Based on the above I have the following idea for a first implementation:
Kafka source -> key by case id -> session window with rocks db state
backend holding case for that key -> postgres sink
The reason for a session window is that, as I mentioned above, we just
want to build a group with all the data we have received into kafka up
until that point in time. We would experiment with what this gap time
should be, and in future it might be specific to the type of group,
but for the start a naive approach is acceptable. I think this could
be better than just doing it, say, every 10 minutes because we really
don’t know yet the frequency of the data received. Also, some inputs
to kafka come directly from a CSV upload, so we will get “firehose”
periods, and periods of nothing.
In short: I think what we have closely matches session behaviour.
We also have to implement a postgres sink that is capable of doing
upserts. The reason for postgres is to service the rest front end.
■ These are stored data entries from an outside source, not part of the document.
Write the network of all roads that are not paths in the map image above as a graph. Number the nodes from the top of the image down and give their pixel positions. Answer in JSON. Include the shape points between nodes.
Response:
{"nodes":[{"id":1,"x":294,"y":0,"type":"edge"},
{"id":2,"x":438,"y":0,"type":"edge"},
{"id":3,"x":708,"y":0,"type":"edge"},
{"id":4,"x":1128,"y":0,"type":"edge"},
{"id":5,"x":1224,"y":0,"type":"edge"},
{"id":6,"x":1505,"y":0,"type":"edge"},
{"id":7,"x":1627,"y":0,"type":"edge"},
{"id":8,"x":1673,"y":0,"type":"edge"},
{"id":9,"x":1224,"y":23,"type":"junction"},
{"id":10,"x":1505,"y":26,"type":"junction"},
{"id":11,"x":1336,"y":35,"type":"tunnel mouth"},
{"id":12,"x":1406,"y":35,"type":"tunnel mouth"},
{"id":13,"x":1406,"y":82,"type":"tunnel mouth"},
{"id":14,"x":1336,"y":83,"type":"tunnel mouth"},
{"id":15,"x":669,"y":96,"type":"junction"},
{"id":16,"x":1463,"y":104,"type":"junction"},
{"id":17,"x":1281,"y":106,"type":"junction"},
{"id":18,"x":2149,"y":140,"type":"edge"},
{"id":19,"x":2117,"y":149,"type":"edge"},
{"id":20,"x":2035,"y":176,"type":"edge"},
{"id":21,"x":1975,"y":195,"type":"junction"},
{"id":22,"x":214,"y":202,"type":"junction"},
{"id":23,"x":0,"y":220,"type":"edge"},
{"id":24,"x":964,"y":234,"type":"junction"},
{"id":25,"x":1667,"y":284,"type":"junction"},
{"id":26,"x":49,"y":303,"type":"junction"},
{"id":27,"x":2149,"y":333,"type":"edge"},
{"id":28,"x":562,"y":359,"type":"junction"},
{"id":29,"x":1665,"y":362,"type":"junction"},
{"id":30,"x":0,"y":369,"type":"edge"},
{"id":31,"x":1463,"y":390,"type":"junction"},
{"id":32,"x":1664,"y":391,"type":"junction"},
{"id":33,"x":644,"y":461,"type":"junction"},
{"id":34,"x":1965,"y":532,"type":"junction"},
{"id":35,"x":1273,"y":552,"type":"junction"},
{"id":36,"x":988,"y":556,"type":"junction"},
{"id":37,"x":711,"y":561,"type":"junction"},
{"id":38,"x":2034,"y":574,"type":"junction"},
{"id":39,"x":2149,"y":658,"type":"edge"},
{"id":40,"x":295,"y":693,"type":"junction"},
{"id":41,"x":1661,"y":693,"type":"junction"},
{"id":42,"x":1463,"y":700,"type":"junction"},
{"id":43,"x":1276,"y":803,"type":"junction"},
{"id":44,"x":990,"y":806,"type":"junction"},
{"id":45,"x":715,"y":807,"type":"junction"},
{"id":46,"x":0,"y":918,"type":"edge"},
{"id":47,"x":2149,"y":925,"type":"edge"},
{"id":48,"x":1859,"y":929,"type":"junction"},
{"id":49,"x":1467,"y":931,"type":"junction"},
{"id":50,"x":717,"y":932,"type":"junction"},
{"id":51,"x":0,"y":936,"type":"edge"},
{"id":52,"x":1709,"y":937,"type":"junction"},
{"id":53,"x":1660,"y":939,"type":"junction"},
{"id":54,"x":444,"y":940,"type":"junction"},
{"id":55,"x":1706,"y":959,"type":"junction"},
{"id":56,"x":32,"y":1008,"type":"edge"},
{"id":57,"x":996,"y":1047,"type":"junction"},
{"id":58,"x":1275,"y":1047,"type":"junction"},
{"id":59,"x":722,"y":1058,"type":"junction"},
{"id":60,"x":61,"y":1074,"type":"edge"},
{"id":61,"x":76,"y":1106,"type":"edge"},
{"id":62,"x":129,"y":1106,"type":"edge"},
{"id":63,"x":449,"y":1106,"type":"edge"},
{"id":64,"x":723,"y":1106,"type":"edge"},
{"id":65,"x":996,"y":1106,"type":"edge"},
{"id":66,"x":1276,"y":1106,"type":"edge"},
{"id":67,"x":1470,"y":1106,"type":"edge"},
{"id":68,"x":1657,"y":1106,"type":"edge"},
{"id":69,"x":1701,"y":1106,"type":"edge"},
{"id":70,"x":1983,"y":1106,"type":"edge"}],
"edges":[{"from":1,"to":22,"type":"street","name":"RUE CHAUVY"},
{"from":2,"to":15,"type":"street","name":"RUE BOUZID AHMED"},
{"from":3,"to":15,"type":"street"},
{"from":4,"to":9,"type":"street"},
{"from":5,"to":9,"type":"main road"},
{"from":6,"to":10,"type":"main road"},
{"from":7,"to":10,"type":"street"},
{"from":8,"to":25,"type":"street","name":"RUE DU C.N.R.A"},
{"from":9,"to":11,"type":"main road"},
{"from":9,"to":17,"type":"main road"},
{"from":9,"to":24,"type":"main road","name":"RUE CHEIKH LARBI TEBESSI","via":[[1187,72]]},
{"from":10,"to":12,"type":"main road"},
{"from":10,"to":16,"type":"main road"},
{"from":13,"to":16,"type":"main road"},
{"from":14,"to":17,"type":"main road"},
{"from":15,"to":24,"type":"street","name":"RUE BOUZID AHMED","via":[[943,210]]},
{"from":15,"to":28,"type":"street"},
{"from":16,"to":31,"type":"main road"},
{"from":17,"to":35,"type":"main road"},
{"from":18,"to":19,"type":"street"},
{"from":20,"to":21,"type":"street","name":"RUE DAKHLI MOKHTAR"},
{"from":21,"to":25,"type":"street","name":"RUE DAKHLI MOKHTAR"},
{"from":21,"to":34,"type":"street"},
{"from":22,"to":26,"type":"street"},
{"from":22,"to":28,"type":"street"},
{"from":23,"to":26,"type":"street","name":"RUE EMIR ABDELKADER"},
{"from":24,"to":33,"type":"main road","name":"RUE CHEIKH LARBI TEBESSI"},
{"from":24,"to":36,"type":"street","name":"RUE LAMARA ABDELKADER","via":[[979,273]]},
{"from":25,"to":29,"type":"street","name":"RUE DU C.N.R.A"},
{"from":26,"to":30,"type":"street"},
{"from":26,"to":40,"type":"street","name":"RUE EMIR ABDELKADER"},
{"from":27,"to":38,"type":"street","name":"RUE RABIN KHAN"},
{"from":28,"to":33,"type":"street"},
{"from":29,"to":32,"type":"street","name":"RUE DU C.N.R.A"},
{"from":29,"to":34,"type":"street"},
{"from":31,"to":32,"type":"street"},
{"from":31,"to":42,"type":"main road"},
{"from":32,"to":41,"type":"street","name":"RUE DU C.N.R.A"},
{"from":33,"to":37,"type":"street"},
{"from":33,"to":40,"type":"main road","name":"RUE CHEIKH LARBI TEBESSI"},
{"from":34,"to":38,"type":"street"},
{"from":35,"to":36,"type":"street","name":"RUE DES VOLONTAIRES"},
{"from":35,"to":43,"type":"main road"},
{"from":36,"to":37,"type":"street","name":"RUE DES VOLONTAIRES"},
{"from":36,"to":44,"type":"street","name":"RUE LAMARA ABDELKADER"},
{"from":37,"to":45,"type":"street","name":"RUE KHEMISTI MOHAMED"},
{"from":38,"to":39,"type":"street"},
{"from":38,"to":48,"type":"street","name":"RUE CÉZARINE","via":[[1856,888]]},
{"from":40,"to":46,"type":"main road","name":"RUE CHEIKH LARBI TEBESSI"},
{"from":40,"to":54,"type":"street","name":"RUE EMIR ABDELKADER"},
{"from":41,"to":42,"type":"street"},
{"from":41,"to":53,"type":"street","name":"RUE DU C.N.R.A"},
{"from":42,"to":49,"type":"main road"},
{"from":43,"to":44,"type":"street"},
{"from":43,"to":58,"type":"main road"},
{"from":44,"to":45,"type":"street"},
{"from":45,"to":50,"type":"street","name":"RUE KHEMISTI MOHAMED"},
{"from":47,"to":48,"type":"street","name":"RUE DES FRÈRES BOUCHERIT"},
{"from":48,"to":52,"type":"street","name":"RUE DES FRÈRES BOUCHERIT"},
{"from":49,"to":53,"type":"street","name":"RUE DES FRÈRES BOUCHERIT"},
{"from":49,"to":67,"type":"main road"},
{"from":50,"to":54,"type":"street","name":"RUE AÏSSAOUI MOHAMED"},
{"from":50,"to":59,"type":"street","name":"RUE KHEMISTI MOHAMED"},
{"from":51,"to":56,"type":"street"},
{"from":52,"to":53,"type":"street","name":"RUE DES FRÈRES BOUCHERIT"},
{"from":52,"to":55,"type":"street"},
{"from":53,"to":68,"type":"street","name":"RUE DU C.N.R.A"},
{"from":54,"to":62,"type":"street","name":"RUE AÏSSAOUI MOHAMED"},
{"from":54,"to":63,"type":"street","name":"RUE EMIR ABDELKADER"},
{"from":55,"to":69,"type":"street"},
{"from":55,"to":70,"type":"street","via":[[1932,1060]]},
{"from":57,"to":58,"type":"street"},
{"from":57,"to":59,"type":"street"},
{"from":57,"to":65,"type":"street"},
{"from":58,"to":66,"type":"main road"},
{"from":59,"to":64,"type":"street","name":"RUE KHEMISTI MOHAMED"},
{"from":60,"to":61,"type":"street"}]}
We then have to build our traces and can see two options for it:
1) The most obvious solution would be to use a kafka sink for the
keyed case stream, and to do the trace aggregations in a downstream
flink job with this kafka topic as a source. However, I have some
concerns over losing any data (i.e. how do we know whether or not an
event has been successfully pushed into the kafka stream).
2) Another approach might be to use some other type of sink (perhaps
postgres), and to use this as a source for the traces job. This would
help us guarantee data consistency.
3) Or, to somehow re-merge the keyed cases stream (is this a broadcast?), so:
Keyed cases stream -> broadcast -> key by tracehash with rocks db
state backend holding trace for that tracehash -> perform
aggregrations -> postgres sink
Is broadcast an option here? How costly is it?
Which of these approaches (or any other), would you recommend?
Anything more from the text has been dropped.